* WORK ORDER
Scan the records below for the line with "index pip: (411, 60)" and the line with "middle dip: (813, 208)". Repeat those two lines and every line between them exactly, and nothing else.

* DATASET EXCERPTS
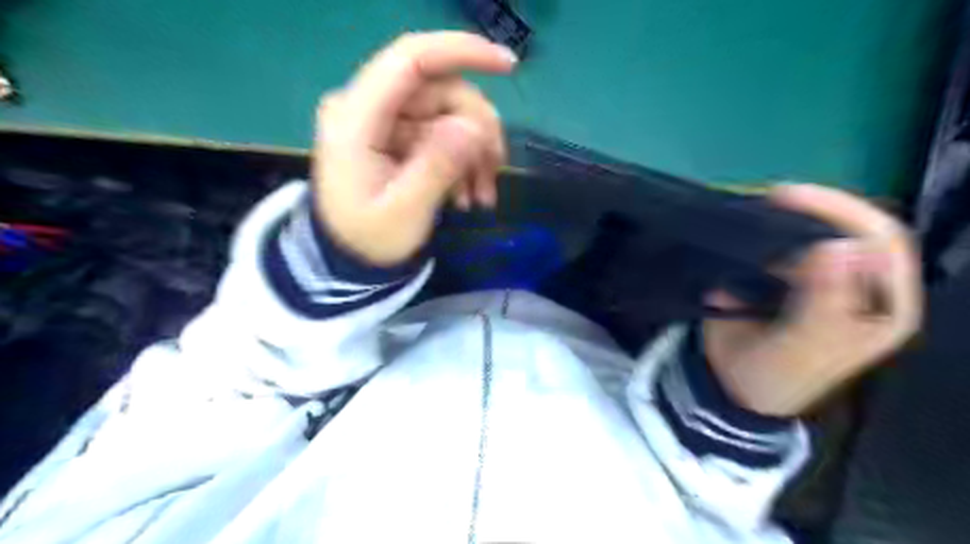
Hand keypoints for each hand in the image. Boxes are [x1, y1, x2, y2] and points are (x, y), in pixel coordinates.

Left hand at [315, 29, 518, 265]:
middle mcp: (370, 108)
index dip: (461, 51)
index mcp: (356, 118)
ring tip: (483, 195)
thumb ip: (437, 166)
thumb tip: (475, 126)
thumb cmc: (370, 240)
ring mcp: (386, 122)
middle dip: (478, 129)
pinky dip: (464, 162)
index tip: (509, 66)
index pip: (411, 60)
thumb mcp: (405, 212)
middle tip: (495, 171)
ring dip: (476, 151)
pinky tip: (469, 194)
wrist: (351, 260)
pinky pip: (444, 134)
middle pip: (441, 91)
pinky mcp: (400, 136)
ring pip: (449, 113)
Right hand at [702, 183, 918, 415]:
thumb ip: (824, 304)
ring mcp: (823, 277)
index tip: (790, 198)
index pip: (881, 241)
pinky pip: (783, 241)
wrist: (733, 386)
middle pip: (852, 227)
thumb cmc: (774, 375)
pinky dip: (765, 228)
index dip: (842, 213)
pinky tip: (746, 225)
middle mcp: (860, 285)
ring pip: (815, 230)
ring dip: (786, 216)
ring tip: (752, 209)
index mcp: (882, 305)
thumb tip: (841, 246)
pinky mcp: (789, 275)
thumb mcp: (801, 348)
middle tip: (768, 197)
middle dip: (813, 208)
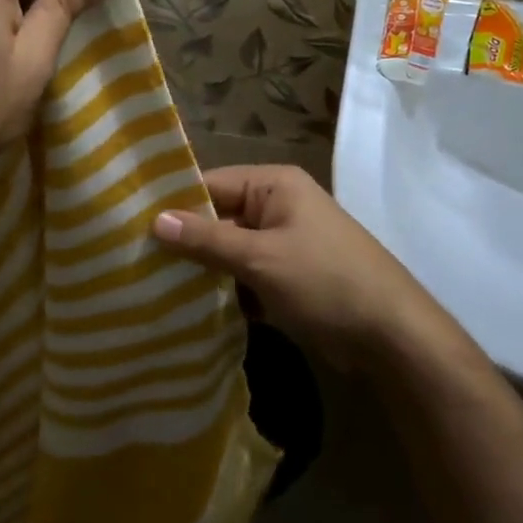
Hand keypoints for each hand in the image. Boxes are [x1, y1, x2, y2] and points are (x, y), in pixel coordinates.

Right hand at [152, 165, 430, 368]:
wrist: (393, 337)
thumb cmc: (325, 281)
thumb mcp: (261, 258)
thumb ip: (207, 239)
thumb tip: (155, 220)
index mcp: (273, 185)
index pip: (210, 184)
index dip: (173, 204)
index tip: (130, 224)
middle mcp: (277, 207)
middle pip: (218, 218)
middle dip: (184, 242)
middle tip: (134, 261)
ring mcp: (284, 244)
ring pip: (229, 252)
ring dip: (202, 271)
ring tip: (150, 287)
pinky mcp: (287, 279)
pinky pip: (245, 277)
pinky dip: (225, 293)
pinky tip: (188, 311)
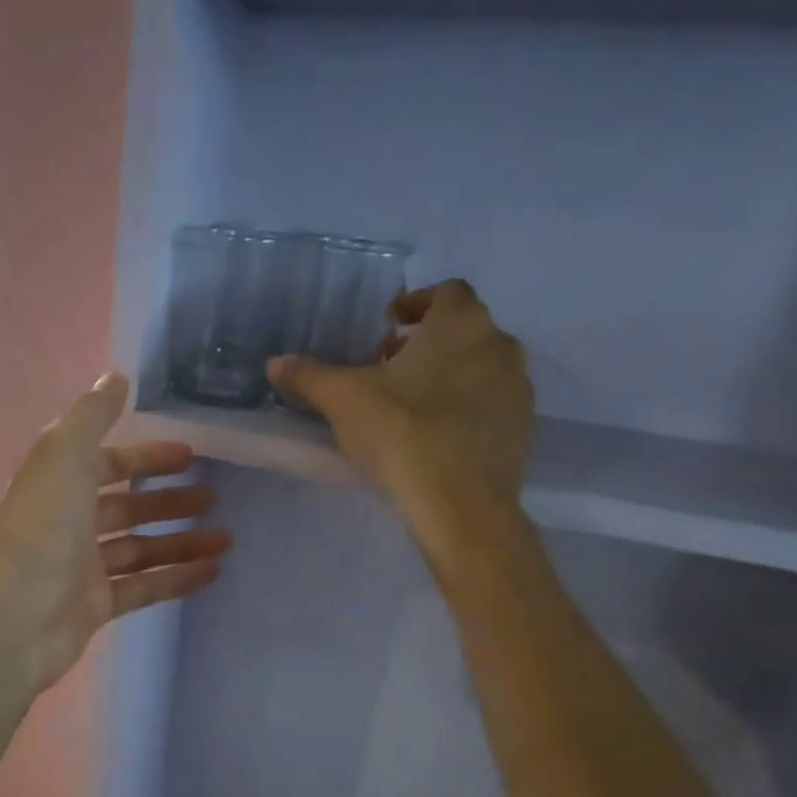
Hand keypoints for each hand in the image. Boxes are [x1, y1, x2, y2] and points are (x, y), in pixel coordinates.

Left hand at [0, 372, 229, 693]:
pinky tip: (213, 571)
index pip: (108, 463)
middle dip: (168, 499)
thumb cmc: (40, 532)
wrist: (12, 621)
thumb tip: (116, 375)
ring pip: (140, 548)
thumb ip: (91, 415)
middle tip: (215, 496)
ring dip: (181, 540)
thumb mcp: (63, 457)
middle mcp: (69, 523)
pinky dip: (176, 577)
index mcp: (59, 484)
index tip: (191, 454)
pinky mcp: (96, 606)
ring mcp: (82, 567)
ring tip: (226, 536)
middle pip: (126, 506)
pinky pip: (144, 586)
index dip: (146, 456)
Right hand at [267, 279, 533, 565]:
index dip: (415, 303)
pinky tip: (434, 435)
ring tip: (409, 403)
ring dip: (447, 373)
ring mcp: (518, 388)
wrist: (460, 504)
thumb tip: (274, 363)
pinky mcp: (522, 428)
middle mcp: (499, 345)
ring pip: (479, 366)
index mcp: (461, 324)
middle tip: (388, 367)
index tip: (387, 326)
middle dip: (425, 342)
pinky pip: (490, 403)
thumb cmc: (401, 433)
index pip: (445, 292)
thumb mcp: (342, 400)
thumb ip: (308, 376)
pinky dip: (465, 406)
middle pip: (462, 329)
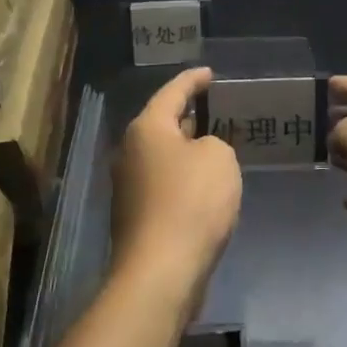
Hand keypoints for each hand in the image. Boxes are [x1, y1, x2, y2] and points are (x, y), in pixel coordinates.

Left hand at [110, 67, 242, 315]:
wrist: (160, 273)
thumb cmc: (191, 203)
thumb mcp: (219, 158)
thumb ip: (213, 143)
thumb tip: (197, 153)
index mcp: (147, 127)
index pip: (173, 91)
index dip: (193, 80)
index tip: (210, 74)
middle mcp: (130, 150)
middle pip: (161, 123)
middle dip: (187, 115)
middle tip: (213, 110)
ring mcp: (127, 186)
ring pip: (161, 155)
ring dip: (185, 150)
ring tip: (213, 146)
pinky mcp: (134, 216)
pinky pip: (162, 183)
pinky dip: (182, 178)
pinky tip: (202, 187)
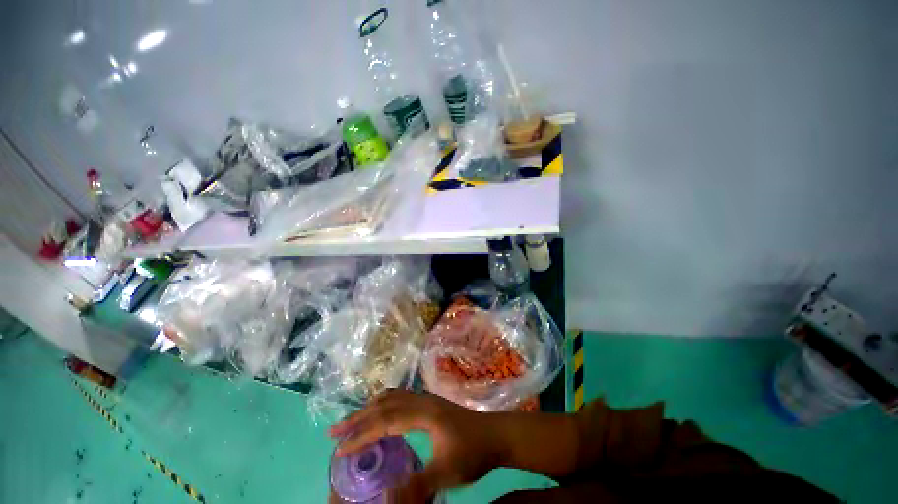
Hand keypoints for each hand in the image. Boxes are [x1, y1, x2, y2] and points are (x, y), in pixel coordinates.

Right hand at [329, 390, 504, 502]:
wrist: (496, 434)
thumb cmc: (473, 452)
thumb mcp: (447, 472)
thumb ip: (417, 486)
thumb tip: (385, 499)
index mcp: (424, 413)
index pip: (386, 421)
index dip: (361, 435)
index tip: (339, 449)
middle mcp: (422, 401)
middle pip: (385, 403)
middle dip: (359, 417)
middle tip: (334, 431)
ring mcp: (427, 400)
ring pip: (393, 397)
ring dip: (370, 408)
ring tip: (352, 422)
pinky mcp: (431, 404)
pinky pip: (401, 398)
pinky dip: (384, 404)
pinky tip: (383, 414)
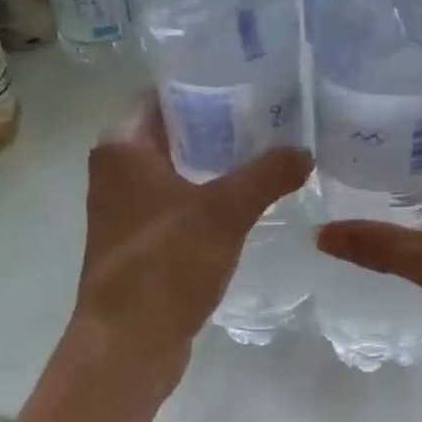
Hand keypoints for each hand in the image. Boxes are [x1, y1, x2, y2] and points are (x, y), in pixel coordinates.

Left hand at [71, 94, 311, 388]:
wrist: (128, 343)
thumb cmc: (165, 264)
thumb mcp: (224, 211)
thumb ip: (267, 174)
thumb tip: (305, 151)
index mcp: (121, 148)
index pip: (160, 94)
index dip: (200, 82)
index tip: (245, 77)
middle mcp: (116, 173)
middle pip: (170, 131)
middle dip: (216, 123)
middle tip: (268, 114)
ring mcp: (126, 212)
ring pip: (175, 171)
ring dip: (214, 163)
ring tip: (266, 152)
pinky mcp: (141, 245)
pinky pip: (178, 206)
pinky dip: (207, 198)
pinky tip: (246, 203)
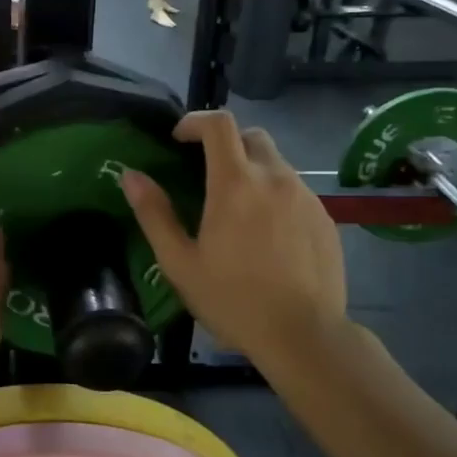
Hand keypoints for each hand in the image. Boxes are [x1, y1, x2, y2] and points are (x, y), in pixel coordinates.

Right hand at [120, 112, 345, 373]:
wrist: (303, 335)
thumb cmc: (232, 299)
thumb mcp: (179, 262)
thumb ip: (154, 213)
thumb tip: (131, 175)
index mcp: (235, 184)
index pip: (219, 124)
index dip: (196, 121)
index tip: (179, 139)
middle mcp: (274, 178)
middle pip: (252, 136)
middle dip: (226, 144)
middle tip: (207, 173)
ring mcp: (306, 197)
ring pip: (276, 164)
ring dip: (252, 171)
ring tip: (237, 210)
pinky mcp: (326, 218)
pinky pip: (296, 191)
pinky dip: (275, 196)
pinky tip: (267, 235)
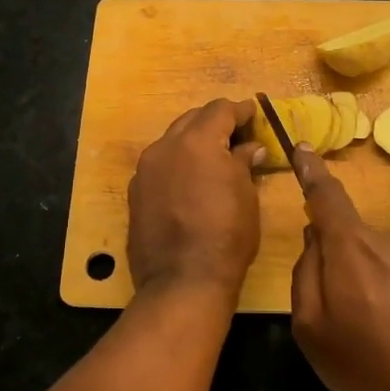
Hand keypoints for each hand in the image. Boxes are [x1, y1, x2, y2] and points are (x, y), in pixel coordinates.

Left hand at [126, 98, 265, 298]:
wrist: (182, 280)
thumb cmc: (227, 235)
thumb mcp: (246, 195)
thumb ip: (244, 162)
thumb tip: (250, 147)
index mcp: (197, 141)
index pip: (220, 110)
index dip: (240, 110)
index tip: (254, 114)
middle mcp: (165, 146)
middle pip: (193, 119)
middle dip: (215, 123)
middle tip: (237, 135)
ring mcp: (145, 169)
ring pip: (172, 140)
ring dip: (193, 142)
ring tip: (214, 158)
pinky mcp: (135, 192)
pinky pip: (160, 165)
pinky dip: (177, 164)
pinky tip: (190, 182)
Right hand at [287, 147, 389, 390]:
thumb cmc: (368, 364)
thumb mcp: (311, 328)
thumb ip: (305, 274)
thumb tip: (315, 240)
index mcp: (352, 246)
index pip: (327, 195)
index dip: (311, 170)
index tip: (303, 148)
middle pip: (354, 240)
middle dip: (343, 265)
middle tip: (344, 316)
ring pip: (382, 262)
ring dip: (374, 286)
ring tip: (380, 336)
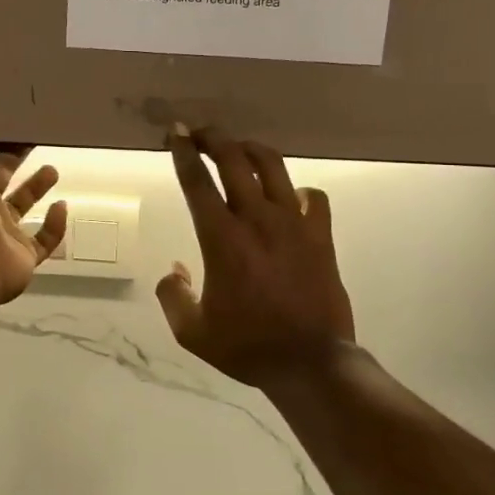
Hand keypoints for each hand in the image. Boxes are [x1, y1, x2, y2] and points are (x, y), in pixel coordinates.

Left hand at [0, 113, 67, 305]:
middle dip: (13, 157)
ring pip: (22, 206)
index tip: (7, 122)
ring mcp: (1, 234)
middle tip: (33, 138)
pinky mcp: (23, 256)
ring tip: (52, 169)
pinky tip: (61, 207)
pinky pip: (44, 241)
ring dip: (36, 187)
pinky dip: (55, 226)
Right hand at [158, 127, 355, 390]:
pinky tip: (289, 197)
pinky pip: (312, 196)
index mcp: (221, 238)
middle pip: (234, 159)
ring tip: (239, 148)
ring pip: (273, 166)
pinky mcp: (320, 235)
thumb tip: (174, 268)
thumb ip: (173, 295)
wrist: (309, 362)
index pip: (197, 181)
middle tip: (200, 132)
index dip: (183, 151)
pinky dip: (297, 190)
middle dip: (213, 137)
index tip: (175, 132)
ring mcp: (293, 223)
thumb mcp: (192, 331)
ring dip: (251, 149)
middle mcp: (257, 219)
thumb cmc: (247, 346)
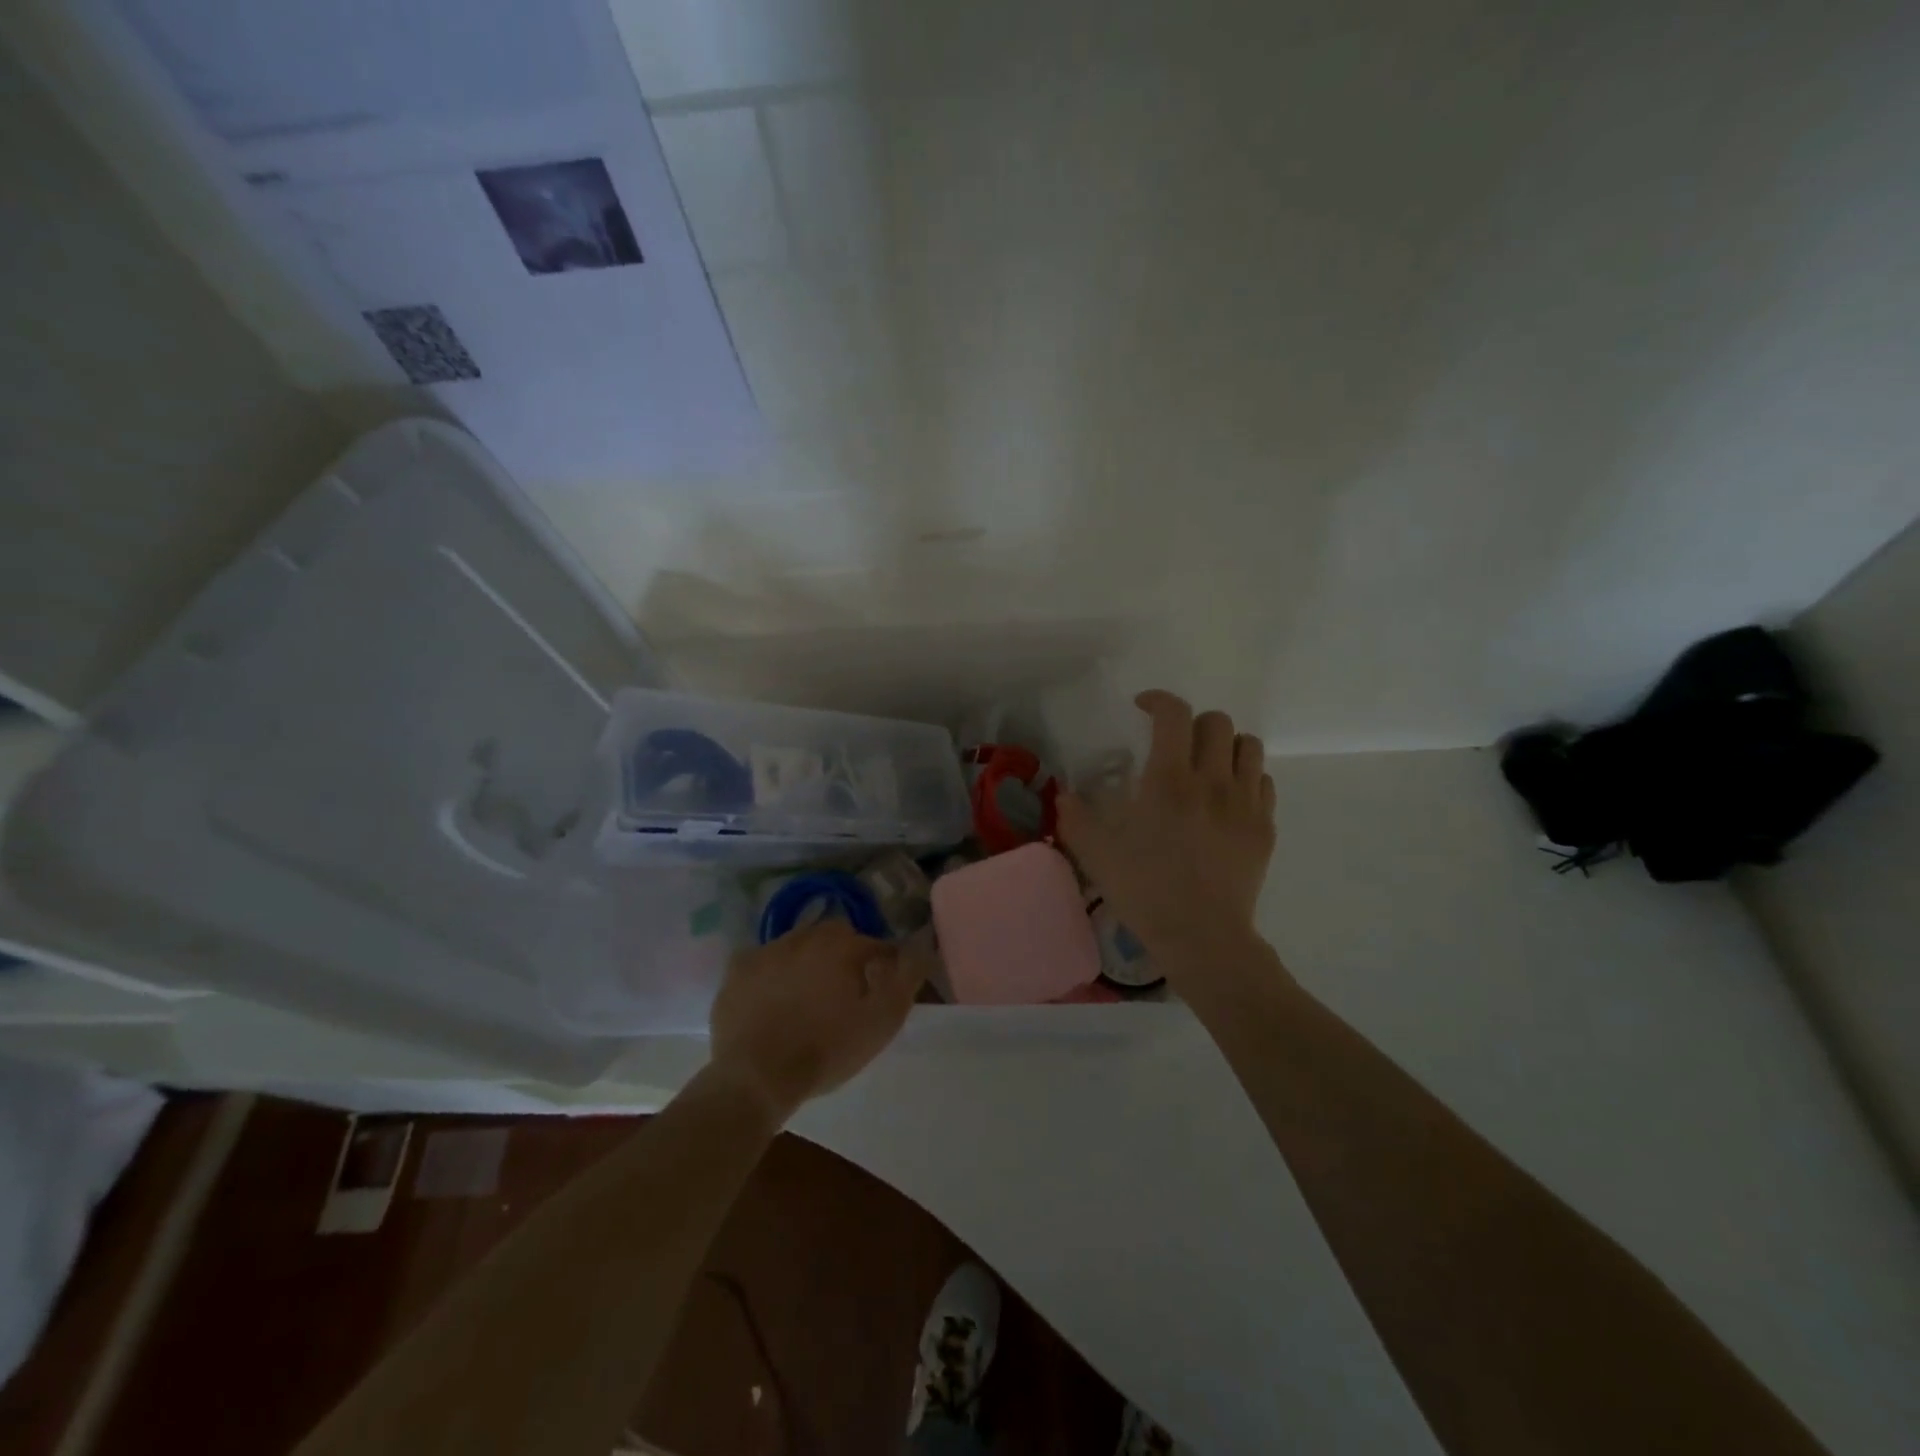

* RESULT OF THE TASK
index pip: (411, 60)
thumb mcp: (405, 212)
middle tip: (495, 171)
ring dip: (476, 151)
pinky tip: (469, 194)
wrist: (351, 260)
pinky pip: (444, 134)
middle pip: (441, 91)
pinky mcp: (400, 136)
ring pip: (449, 113)
Right hand at [702, 183, 918, 415]:
thumb ip: (824, 304)
ring mcp: (823, 277)
index tip: (790, 198)
index pip: (881, 241)
pinky pip: (783, 241)
wrist: (733, 386)
middle pip: (852, 227)
thumb cmc: (774, 375)
pinky dip: (765, 228)
index dip: (842, 213)
pinky tip: (746, 225)
middle mcp: (860, 285)
ring pip: (815, 230)
ring dip: (786, 216)
ring tip: (752, 209)
index mcp: (882, 305)
thumb tip: (841, 246)
pinky mcp: (789, 275)
thumb mcp: (801, 348)
middle tip: (768, 197)
middle dip: (813, 208)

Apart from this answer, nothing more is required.